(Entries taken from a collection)
____________

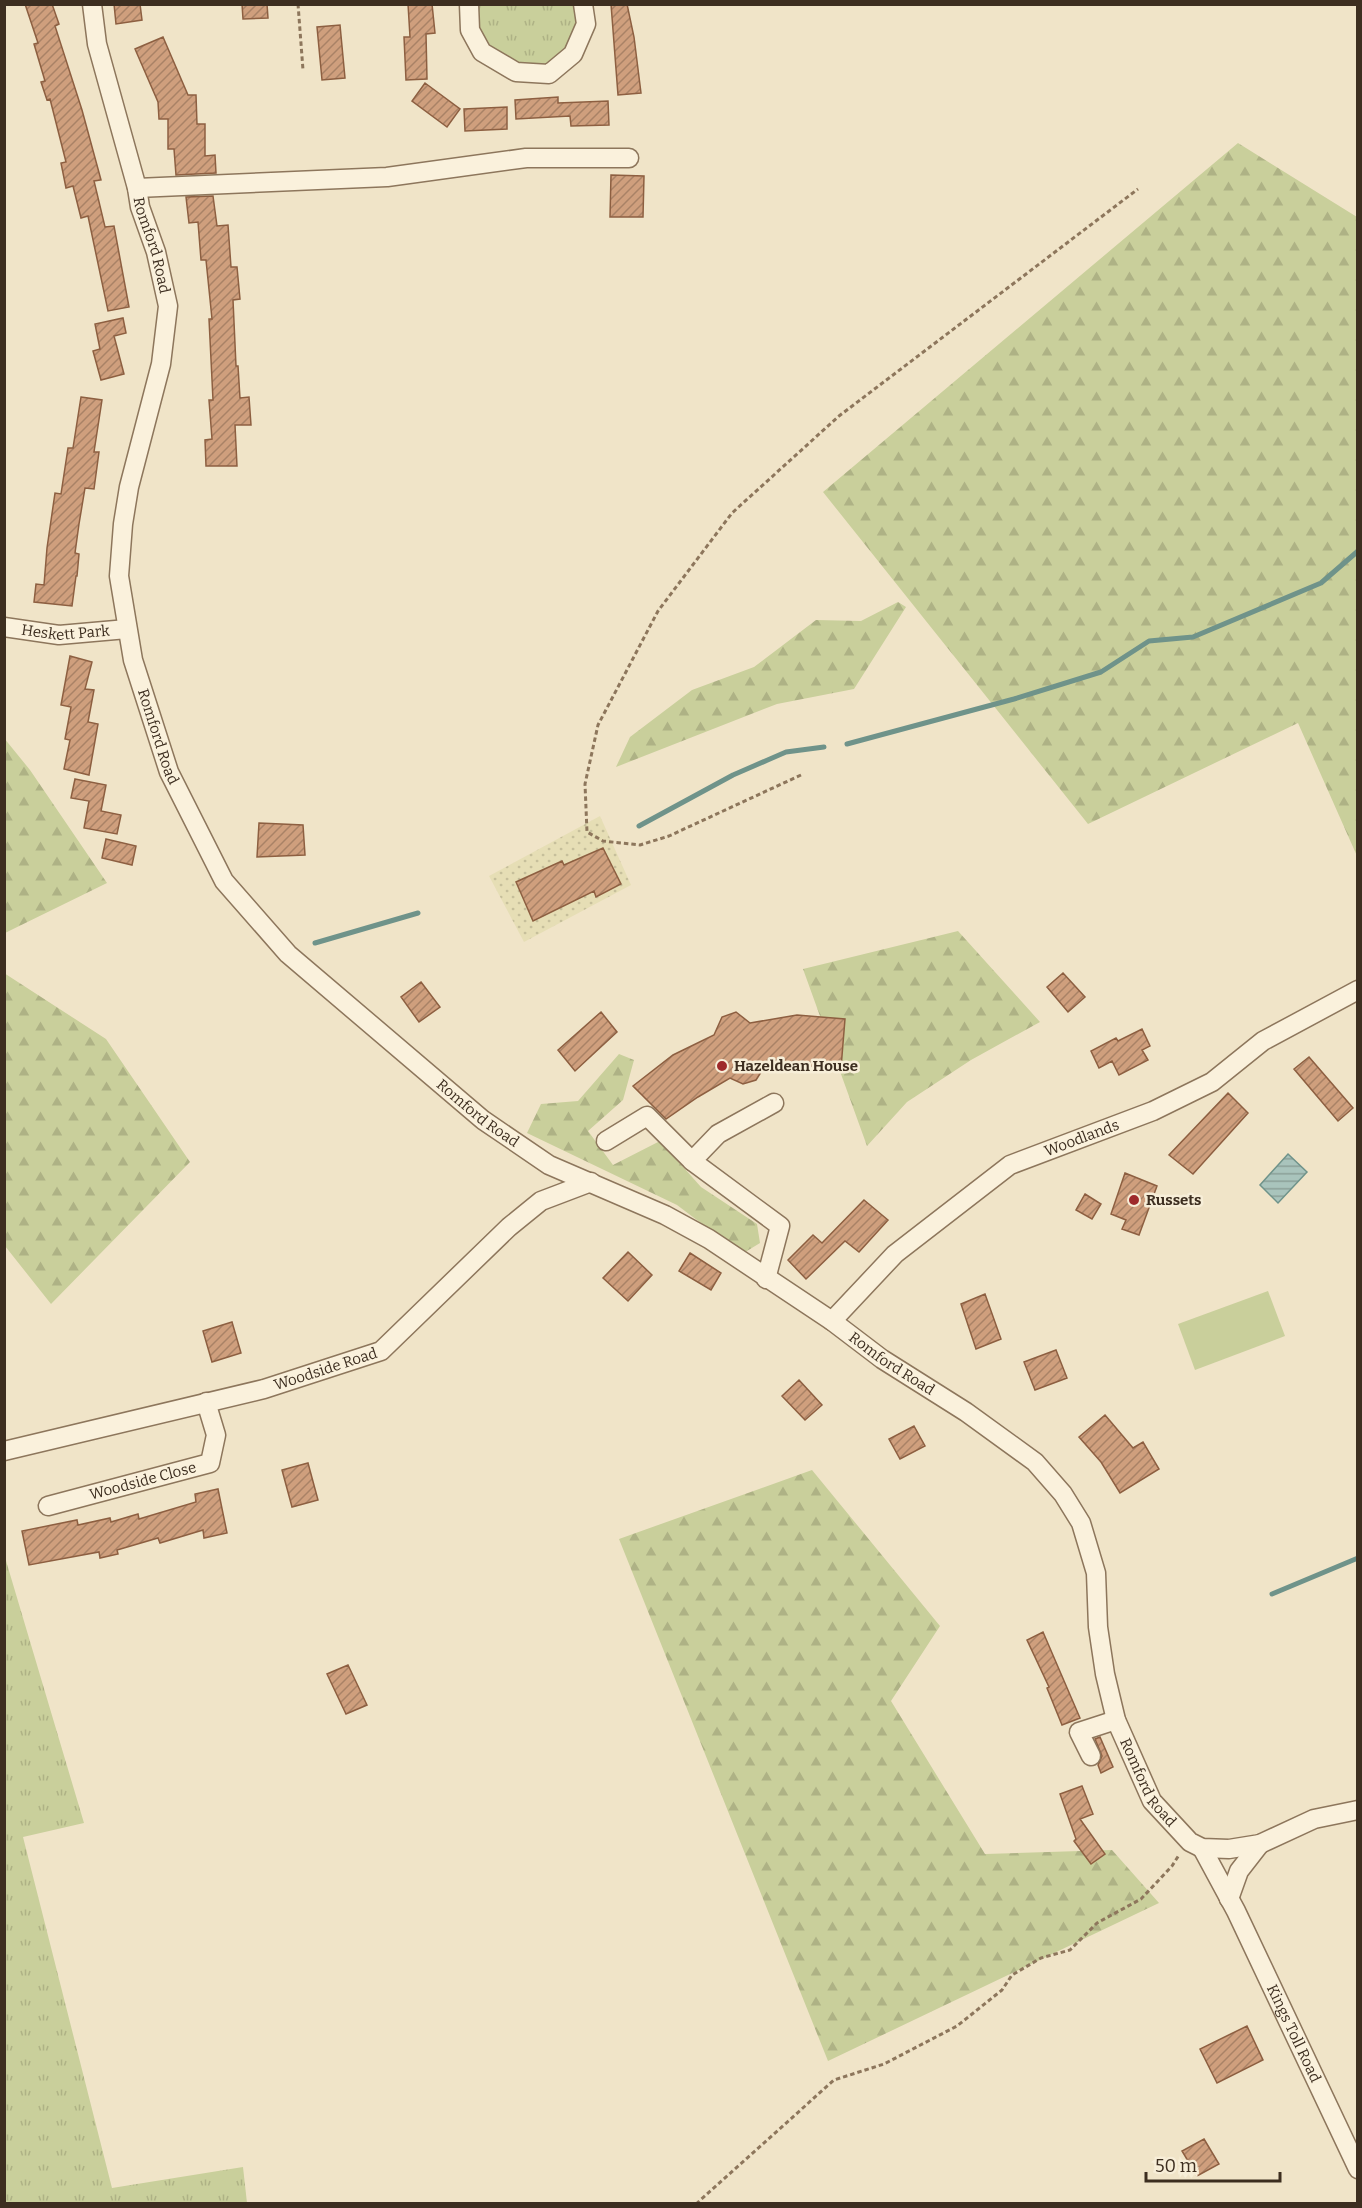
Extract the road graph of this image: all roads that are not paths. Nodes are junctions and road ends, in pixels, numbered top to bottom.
1 (92, 4) edge
2 (469, 4) edge
3 (583, 4) edge
4 (629, 158) dead end
5 (137, 188) junction
6 (4, 627) edge
7 (127, 629) junction
8 (1358, 990) edge
9 (774, 1103) dead end
10 (606, 1141) dead end
11 (692, 1161) junction
12 (591, 1182) junction
13 (766, 1279) junction
14 (832, 1322) junction
15 (206, 1402) junction
16 (4, 1452) edge
17 (48, 1506) dead end
18 (1116, 1720) junction
19 (1091, 1756) dead end
20 (1358, 1810) edge
21 (1260, 1844) junction
22 (1196, 1845) junction
23 (1229, 1899) junction
24 (1358, 2169) edge

1 - 5 street, Romford Road
2 - 3 street
4 - 5 street
5 - 7 street, Romford Road
6 - 7 street, Heskett Park
7 - 12 street, Romford Road
8 - 14 street, Woodlands
9 - 11 street
10 - 11 street
11 - 13 street
12 - 13 street, Romford Road
12 - 15 street, Woodside Road
13 - 14 street, Romford Road
14 - 18 street, Romford Road
15 - 16 street, Woodside Road
15 - 17 street, Woodside Close
18 - 19 street
18 - 22 street, Romford Road
20 - 21 street
21 - 22 street
21 - 23 street
22 - 23 street, Kings Toll Road
23 - 24 street, Kings Toll Road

____________

* TASK
Copy each line of the records precisely and drop any images they hold.

* YOUR RESPONSE
Extract the road graph of this image: all roads that are not paths. Nodes are junctions and road ends, in pixels, numbered top to bottom.
1 (92, 4) edge
2 (469, 4) edge
3 (583, 4) edge
4 (629, 158) dead end
5 (137, 188) junction
6 (4, 627) edge
7 (127, 629) junction
8 (1358, 990) edge
9 (774, 1103) dead end
10 (606, 1141) dead end
11 (692, 1161) junction
12 (591, 1182) junction
13 (766, 1279) junction
14 (832, 1322) junction
15 (206, 1402) junction
16 (4, 1452) edge
17 (48, 1506) dead end
18 (1116, 1720) junction
19 (1091, 1756) dead end
20 (1358, 1810) edge
21 (1260, 1844) junction
22 (1196, 1845) junction
23 (1229, 1899) junction
24 (1358, 2169) edge

1 - 5 street, Romford Road
2 - 3 street
4 - 5 street
5 - 7 street, Romford Road
6 - 7 street, Heskett Park
7 - 12 street, Romford Road
8 - 14 street, Woodlands
9 - 11 street
10 - 11 street
11 - 13 street
12 - 13 street, Romford Road
12 - 15 street, Woodside Road
13 - 14 street, Romford Road
14 - 18 street, Romford Road
15 - 16 street, Woodside Road
15 - 17 street, Woodside Close
18 - 19 street
18 - 22 street, Romford Road
20 - 21 street
21 - 22 street
21 - 23 street
22 - 23 street, Kings Toll Road
23 - 24 street, Kings Toll Road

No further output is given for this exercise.